Commonwealth Games organisers hope athletes will rise to the unique challenge of claiming three major Championship medals in one summer after moving the Birmingham 2022 event to encourage greater participation.
The tournament has been moved back 24 hours to provide more recovery time for those competing in the rearranged World Athletics Championships, which take place in Oregon from July 15-24.
The Birmingham Games will now start on July 28 and finish on August 8.
The organisers' dilemma came as a result of a major reshuffle of the sporting calendar amid the coronavirus pandemic, with the new date also ensuring the opening ceremony will not clash with the semi-finals of the Uefa Women's European Championship, which will be held in England a year later than planned.
With the multi-sport European Championships also taking place in Munich from August 11-21, track-and-field stars from the UK and Republic of Ireland have an unprecedented programme of major events.
Commonwealth Games organisers will compress the athletics component from seven to five days and push it towards the end of the event to allow more rest from the Oregon competition.

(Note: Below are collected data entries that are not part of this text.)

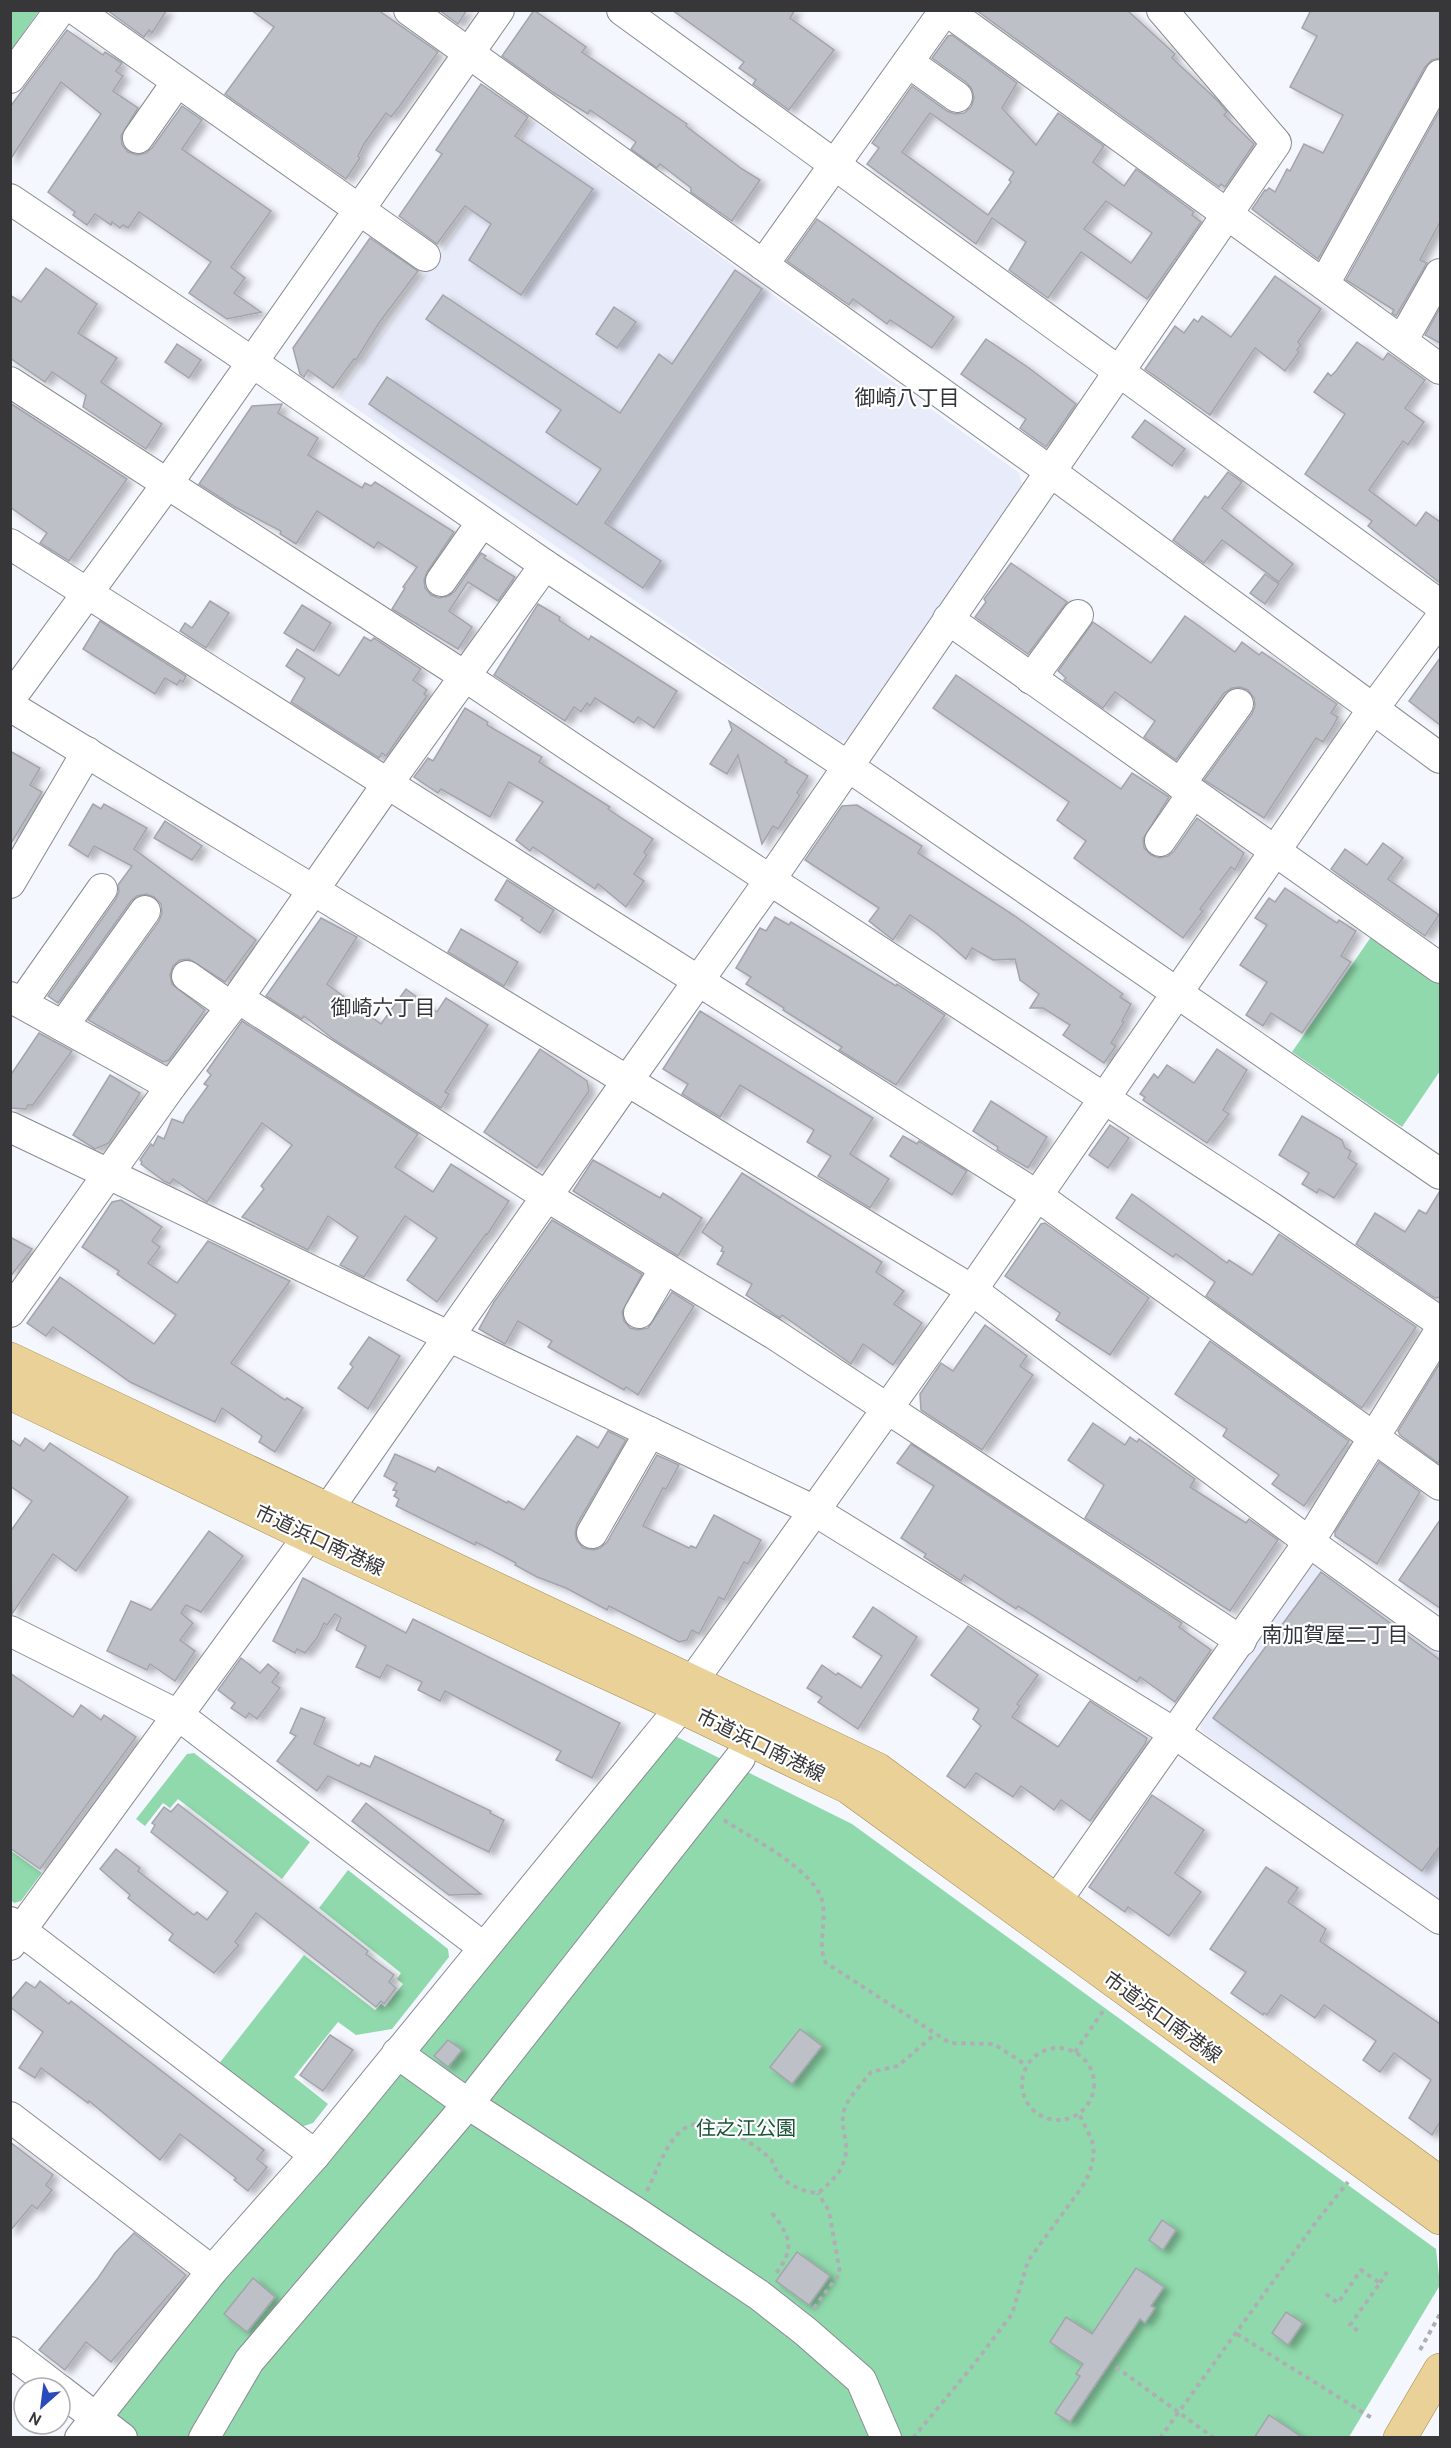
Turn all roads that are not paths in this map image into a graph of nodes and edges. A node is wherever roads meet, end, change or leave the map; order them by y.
1 (60, 10) edge
2 (76, 10) edge
3 (409, 10) edge
4 (499, 10) edge
5 (622, 10) edge
6 (946, 10) edge
7 (1162, 10) edge
8 (468, 54) junction
9 (908, 62) junction
10 (1440, 75) edge
11 (10, 78) edge
12 (177, 82) junction
13 (957, 97) dead end
14 (138, 138) dead end
15 (835, 165) junction
16 (10, 200) edge
17 (359, 210) junction
18 (1228, 215) junction
19 (425, 256) dead end
20 (763, 265) junction
21 (1440, 274) edge
22 (1324, 284) junction
23 (1402, 341) junction
24 (252, 362) junction
25 (1440, 369) edge
26 (1120, 372) junction
27 (10, 382) edge
28 (1051, 472) junction
29 (166, 484) junction
30 (482, 522) junction
31 (10, 544) edge
32 (545, 565) junction
33 (441, 581) dead end
34 (86, 593) junction
35 (1440, 605) edge
36 (1078, 615) dead end
37 (948, 619) junction
38 (1440, 619) edge
39 (466, 677) junction
40 (1031, 679) junction
41 (10, 699) edge
42 (1238, 704) dead end
43 (10, 706) edge
44 (1373, 710) junction
45 (87, 752) junction
46 (1440, 758) edge
47 (849, 767) junction
48 (388, 783) junction
49 (1187, 789) junction
50 (1160, 841) dead end
51 (1275, 851) junction
52 (770, 880) junction
53 (10, 883) edge
54 (102, 889) dead end
55 (314, 890) junction
56 (145, 911) dead end
57 (1440, 968) edge
58 (187, 976) dead end
59 (698, 981) junction
60 (1176, 993) junction
61 (16, 1000) edge
62 (235, 1002) junction
63 (63, 1026) junction
64 (627, 1080) junction
65 (171, 1086) junction
66 (1103, 1098) junction
67 (10, 1127) edge
68 (109, 1173) junction
69 (1440, 1174) edge
70 (1036, 1195) junction
71 (546, 1196) junction
72 (665, 1268) junction
73 (972, 1290) junction
74 (10, 1312) edge
75 (639, 1313) dead end
76 (1440, 1322) edge
77 (1440, 1331) edge
78 (449, 1335) junction
79 (10, 1359) edge
80 (10, 1393) edge
81 (886, 1409) junction
82 (650, 1432) junction
83 (1374, 1437) junction
84 (1440, 1483) edge
85 (329, 1508) junction
86 (815, 1511) junction
87 (592, 1533) dead end
88 (309, 1536) junction
89 (1308, 1542) junction
90 (10, 1631) edge
91 (1440, 1636) edge
92 (1241, 1641) junction
93 (687, 1695) junction
94 (178, 1715) junction
95 (1174, 1733) junction
96 (740, 1758) dead end
97 (1047, 1914) junction
98 (1440, 1919) edge
99 (14, 1932) edge
100 (483, 1947) junction
101 (397, 2053) junction
102 (468, 2104) junction
103 (10, 2116) edge
104 (315, 2155) junction
105 (1440, 2183) edge
106 (1440, 2218) edge
107 (212, 2271) junction
108 (10, 2352) edge
109 (1429, 2362) edge
110 (41, 2376) edge
111 (72, 2402) edge
112 (100, 2429) edge
113 (204, 2438) edge
114 (886, 2438) edge
115 (1400, 2438) edge

1 - 11 street
2 - 12 street
3 - 8 street
4 - 8 street
5 - 15 street
6 - 9 street
6 - 18 street
7 - 18 street
8 - 17 street
8 - 20 street
9 - 13 street
9 - 15 street
10 - 22 street
12 - 14 street
12 - 17 street
15 - 20 street
15 - 26 street
16 - 24 street
17 - 19 street
17 - 24 street
18 - 22 street
18 - 26 street
20 - 28 street
21 - 23 street
22 - 23 street
23 - 25 street
24 - 29 street
24 - 30 street
26 - 28 street
26 - 35 street
27 - 29 street
28 - 37 street
28 - 44 street
29 - 34 street
29 - 39 street
30 - 32 street
30 - 33 street
31 - 34 street
32 - 39 street
32 - 47 street
34 - 41 street
34 - 48 street
36 - 40 street
37 - 40 street
37 - 47 street
38 - 44 street
39 - 48 street
39 - 52 street
40 - 49 street
42 - 49 street
43 - 45 street
44 - 46 street
44 - 51 street
45 - 53 street
45 - 55 street
47 - 52 street
47 - 60 street
48 - 55 street
48 - 59 street
49 - 50 street
49 - 51 street
51 - 57 street
51 - 60 street
52 - 59 street
52 - 66 street
54 - 61 street
55 - 62 street
55 - 64 street
56 - 63 street
58 - 62 street
59 - 64 street
59 - 70 street
60 - 66 street
60 - 69 street
61 - 63 street
62 - 65 street
62 - 71 street
63 - 65 street
64 - 71 street
64 - 73 street
65 - 68 street
66 - 70 street
66 - 76 street
67 - 68 street
68 - 74 street
68 - 78 street
70 - 73 street
70 - 83 street
71 - 72 street
71 - 78 street
72 - 75 street
72 - 81 street
73 - 81 street
73 - 89 street
77 - 83 street
78 - 82 street
78 - 85 street
79 - 85 main road, 市道浜口南港線
80 - 88 main road, 市道浜口南港線
81 - 86 street
81 - 92 street
82 - 86 street
82 - 87 street
83 - 84 street
83 - 89 street
85 - 88 street
85 - 93 main road, 市道浜口南港線
86 - 93 street
86 - 95 street
88 - 93 main road, 市道浜口南港線
88 - 94 street
89 - 91 street
89 - 92 street
90 - 94 street
92 - 95 street
93 - 97 main road, 市道浜口南港線
93 - 100 street
94 - 99 street
94 - 100 street
95 - 97 street
95 - 98 street
96 - 102 street
97 - 105 main road, 市道浜口南港線
97 - 106 main road, 市道浜口南港線
99 - 104 street
100 - 101 street
101 - 102 street
101 - 104 street
102 - 113 street
102 - 114 street
103 - 107 street
104 - 107 street
107 - 112 street
108 - 110 street
109 - 115 main road
111 - 112 street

And they will seek to promote the hectic schedule as a golden opportunity for athletes rather than a problem.
Commonwealth Games Federation chief executive David Grevemberg said: "It's a wonderful challenge in some respects to do the unprecedented. You can almost create it as a grand slam and I think it's something athletes respond to. It's a challenge. Athletes like a challenge.
"It will probably invoke some ambitions. We need to invent the realm of possibility here: a grand slam that summer in terms of getting golds in all three of those, I think could be a really momentous opportunity, not only for the sport but those individual athletes. It's a huge opportunity.

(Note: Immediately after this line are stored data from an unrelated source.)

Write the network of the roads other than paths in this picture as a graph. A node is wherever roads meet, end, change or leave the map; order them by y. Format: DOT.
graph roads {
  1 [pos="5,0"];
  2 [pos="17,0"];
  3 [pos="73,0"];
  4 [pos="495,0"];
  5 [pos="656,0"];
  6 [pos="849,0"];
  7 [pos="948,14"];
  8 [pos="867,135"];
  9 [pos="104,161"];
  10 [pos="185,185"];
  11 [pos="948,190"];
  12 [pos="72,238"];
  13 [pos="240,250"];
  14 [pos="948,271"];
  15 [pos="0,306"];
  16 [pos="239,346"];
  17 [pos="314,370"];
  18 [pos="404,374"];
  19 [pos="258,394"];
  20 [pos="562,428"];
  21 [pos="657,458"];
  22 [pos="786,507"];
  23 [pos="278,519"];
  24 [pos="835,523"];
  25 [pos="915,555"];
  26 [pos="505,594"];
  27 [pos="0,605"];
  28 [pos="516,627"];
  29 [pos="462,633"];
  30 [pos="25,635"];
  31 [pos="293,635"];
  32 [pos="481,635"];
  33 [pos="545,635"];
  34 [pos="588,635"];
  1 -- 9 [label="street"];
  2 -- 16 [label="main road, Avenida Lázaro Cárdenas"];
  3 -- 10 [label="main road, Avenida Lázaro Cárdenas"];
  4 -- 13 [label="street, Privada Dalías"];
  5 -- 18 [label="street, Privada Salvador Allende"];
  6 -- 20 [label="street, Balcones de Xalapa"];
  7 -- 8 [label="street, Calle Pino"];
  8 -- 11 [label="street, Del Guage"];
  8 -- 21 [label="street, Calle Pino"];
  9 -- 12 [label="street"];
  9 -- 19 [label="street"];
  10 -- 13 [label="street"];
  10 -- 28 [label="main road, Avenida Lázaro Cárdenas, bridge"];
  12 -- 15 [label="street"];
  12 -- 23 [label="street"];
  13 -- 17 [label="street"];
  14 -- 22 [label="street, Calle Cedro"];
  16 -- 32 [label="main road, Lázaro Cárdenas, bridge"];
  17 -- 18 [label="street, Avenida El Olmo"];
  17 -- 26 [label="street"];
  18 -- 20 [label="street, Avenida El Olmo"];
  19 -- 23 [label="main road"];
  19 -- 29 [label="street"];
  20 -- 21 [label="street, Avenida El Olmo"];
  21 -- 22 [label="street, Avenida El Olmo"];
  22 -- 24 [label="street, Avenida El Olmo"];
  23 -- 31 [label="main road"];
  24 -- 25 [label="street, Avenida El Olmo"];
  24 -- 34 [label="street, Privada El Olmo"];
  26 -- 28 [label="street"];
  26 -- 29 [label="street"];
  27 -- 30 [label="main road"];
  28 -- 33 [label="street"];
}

"It's up to us as organisers to try to find solutions and under difficult circumstances, it's trying to look through that adversity and create as much positive opportunity as you can while exercising the duty of care and keeping an athlete-centred focus."

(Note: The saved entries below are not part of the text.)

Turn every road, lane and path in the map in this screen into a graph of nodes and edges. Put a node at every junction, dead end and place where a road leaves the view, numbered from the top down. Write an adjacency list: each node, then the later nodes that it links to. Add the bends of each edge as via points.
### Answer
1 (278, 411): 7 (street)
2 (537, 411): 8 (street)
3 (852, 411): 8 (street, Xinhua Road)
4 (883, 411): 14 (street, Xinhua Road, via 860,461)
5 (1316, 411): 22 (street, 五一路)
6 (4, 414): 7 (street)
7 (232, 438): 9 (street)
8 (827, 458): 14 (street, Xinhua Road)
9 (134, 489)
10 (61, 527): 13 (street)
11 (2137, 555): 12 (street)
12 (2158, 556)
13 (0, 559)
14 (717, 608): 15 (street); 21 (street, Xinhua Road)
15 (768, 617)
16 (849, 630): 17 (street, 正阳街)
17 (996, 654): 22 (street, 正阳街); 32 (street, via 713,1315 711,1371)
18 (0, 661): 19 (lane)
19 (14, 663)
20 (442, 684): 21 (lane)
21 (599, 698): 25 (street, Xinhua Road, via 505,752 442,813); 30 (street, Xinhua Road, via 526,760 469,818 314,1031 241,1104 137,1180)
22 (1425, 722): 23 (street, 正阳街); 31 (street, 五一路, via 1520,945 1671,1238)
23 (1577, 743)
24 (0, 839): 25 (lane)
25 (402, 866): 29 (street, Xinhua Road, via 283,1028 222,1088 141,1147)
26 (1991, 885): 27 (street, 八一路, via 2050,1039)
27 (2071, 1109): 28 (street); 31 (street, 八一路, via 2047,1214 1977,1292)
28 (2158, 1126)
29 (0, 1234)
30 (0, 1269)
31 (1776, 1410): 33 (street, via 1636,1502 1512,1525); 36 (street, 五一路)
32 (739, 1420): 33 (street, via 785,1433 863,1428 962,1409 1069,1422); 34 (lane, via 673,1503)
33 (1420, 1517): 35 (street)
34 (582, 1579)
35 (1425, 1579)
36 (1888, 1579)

Grevemberg described the solution as "maybe not optimal but it is workable" after concerns were raised that the likes of Dina Asher-Smith and Katarina Johnson-Thompson might have to be selective in their events if they were to compete at Birmingham.
"Our job is to create a moment in time that is the place to be in 2022 in terms of the experience of the athletes and the platform we offer," he added. "We have a track record of doing that in a very distinct way and Birmingham will be no different."